持参した食材と酒を完全に空にし、心地よい満腹感と疲労感に包まれたタツィオとグリンダが、帰り支度を整えて立ち上がった。
「先生、コルネリアさん。今日は最高のご馳走をありがとう! また明日、サンディーたちの様子を見に来るわね!」
「小屋のことで何か不具合があったら、いつでも知らせてくれ。すぐに直しに来るからな」
大工道具を肩に担いだタツィオと、手綱を持ったグリンダが、森の小道へと向かって歩き出す。
「お気をつけて。夜の森は冷えますから、暖かくしてお帰りくださいね」
「お二人とも、今日は本当にありがとうございました」
カエラムとコルネリアは並んで立ち、暗い小道へと吸い込まれていく友人たちの背中へ向かって、大きく手を振り続けた。

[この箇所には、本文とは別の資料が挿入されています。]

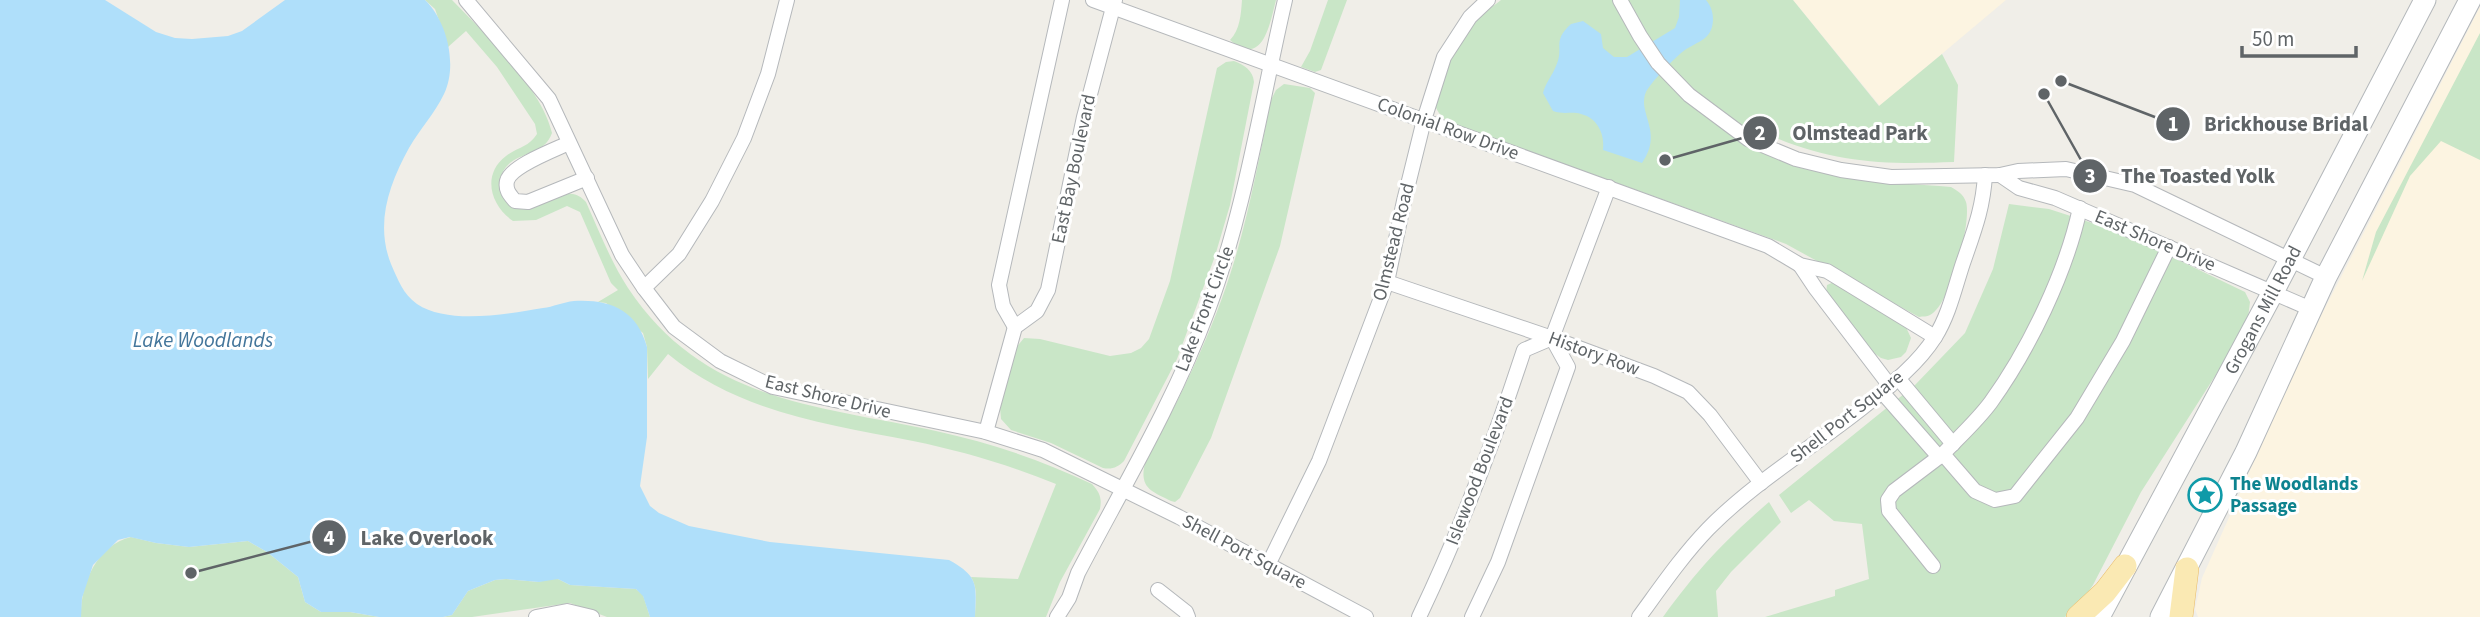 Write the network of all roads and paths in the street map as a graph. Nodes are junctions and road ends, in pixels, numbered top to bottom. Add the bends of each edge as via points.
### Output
1 (466, 0) edge
2 (787, 0) edge
3 (1062, 0) edge
4 (1093, 0) edge
5 (1285, 0) edge
6 (1488, 0) edge
7 (1620, 0) edge
8 (2425, 0) edge
9 (2470, 0) edge
10 (1114, 3) edge
11 (1270, 65) junction
12 (1424, 120) junction
13 (569, 143) junction
14 (1992, 175) junction
15 (587, 178) junction
16 (1609, 187) junction
17 (2080, 208) junction
18 (2169, 247) junction
19 (2289, 261) junction
20 (1801, 265) junction
21 (2326, 277) junction
22 (1388, 282) junction
23 (644, 288) junction
24 (2273, 292) junction
25 (2311, 309) junction
26 (1015, 327) junction
27 (1552, 338) junction
28 (1935, 338) junction
29 (1890, 385) junction
30 (986, 432) junction
31 (1945, 452) junction
32 (1761, 483) junction
33 (1121, 489) junction
34 (1268, 565) junction
35 (1933, 566) dead end
36 (2126, 566) junction
37 (2187, 569) junction
38 (1158, 590) dead end
39 (1069, 598) junction
40 (536, 617) edge
41 (592, 617) edge
42 (1057, 617) edge
43 (1070, 617) edge
44 (1188, 617) edge
45 (1366, 617) edge
46 (1419, 617) edge
47 (1472, 617) edge
48 (1639, 617) edge
49 (2078, 617) edge
50 (2099, 617) edge
51 (2161, 617) edge
52 (2181, 617) edge

1 - 13 street, East Shore Drive via 549,99
2 - 23 street via 768,74 744,138 679,254
3 - 26 street via 999,285 1003,306
4 - 10 street, Colonial Row Drive
5 - 11 street, Lake Front Circle
6 - 12 street, Olmstead Road via 1470,17 1444,57
7 - 14 street, East Shore Drive via 1658,63 1675,82 1748,139 1796,159 1841,170 1891,177
8 - 19 main road, Grogans Mill Road
9 - 21 main road, Grogans Mill Road
10 - 11 street, Colonial Row Drive
10 - 26 street, East Bay Boulevard via 1084,117 1048,290 1037,311
11 - 12 street, Colonial Row Drive
11 - 33 street, Lake Front Circle via 1238,212 1207,312 1162,413
12 - 16 street, Colonial Row Drive
12 - 22 street, Olmstead Road
13 - 15 street, East Shore Drive
13 - 15 street via 516,169 507,181 507,192 515,201 528,202
14 - 17 street, East Shore Drive
14 - 19 street, East Shore Drive via 2066,169 2135,184
14 - 28 street, Shell Port Square
15 - 23 street, East Shore Drive via 622,255
16 - 20 street, Colonial Row Drive via 1768,246
16 - 27 street
17 - 18 street, East Shore Drive
17 - 31 street via 2050,296 2026,346 1990,404
18 - 24 street, East Shore Drive
18 - 31 street via 2123,341 2077,418 2015,496 1995,500 1975,491
19 - 21 street, East Shore Drive
19 - 24 main road, Grogans Mill Road
20 - 28 street, Colonial Row Drive via 1827,271
20 - 29 street, Colonial Row Drive
21 - 25 main road, Grogans Mill Road
22 - 27 street, History Row
22 - 34 street, Olmstead Road via 1319,461
23 - 30 street, East Shore Drive via 674,327 720,361 773,387
24 - 25 street, East Shore Drive
24 - 36 main road, Grogans Mill Road
25 - 37 main road, Grogans Mill Road
26 - 30 street
27 - 32 street, History Row via 1688,392
27 - 46 street, Islewood Boulevard via 1524,350 1494,442
27 - 47 street via 1568,366 1498,562
28 - 29 street, Shell Port Square
29 - 31 street
29 - 31 street
29 - 32 street, Shell Port Square
30 - 33 street, East Shore Drive via 1043,450
31 - 35 street via 1888,500 1889,511
32 - 48 street, Shell Port Square via 1708,529
33 - 34 street, Shell Port Square
33 - 39 street, Lake Front Circle
34 - 45 street, Shell Port Square
36 - 49 main road
36 - 50 main road, Grogans Mill Road
37 - 51 main road, Grogans Mill Road
37 - 52 main road
38 - 44 street
39 - 42 street, Lake Front Circle
39 - 43 street, Lake Front Circle
40 - 41 street via 567,611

二人の姿が完全に闇に溶け込み、森が本来の静寂を取り戻した後も、カエラムとコルネリアはその場に立ち尽くしていた。
背後からは、新しい小屋の中で心地よさそうに眠りについたサンディーの微かな寝息と、まだ僅かに熱を残す鉄コンロからの炭の匂いが漂ってくる。
「……とても賑やかで、素晴らしい夜でしたね」
カエラムが夜空を見上げながら静かに呟くと、コルネリアもまた深く頷き、隣に立つ彼の腕に自身の腕をそっと絡ませた。
「はい。新しい家族も増えて、頼もしい友人たちと火を囲んでお食事をして……私たちの森の生活が、また一つ豊かで温かいものになりましたわ」
満天の星空の下、夏の夜風が二人の髪を優しく揺らしていく――。
温かい人々との交流と、大地の恵み、そして互いの存在への深い愛情。
森の診療所での生活は、新しい季節と新しい命を迎え入れながら、どこまでも満ち足りた幸福な軌跡を描き続けていくのだった。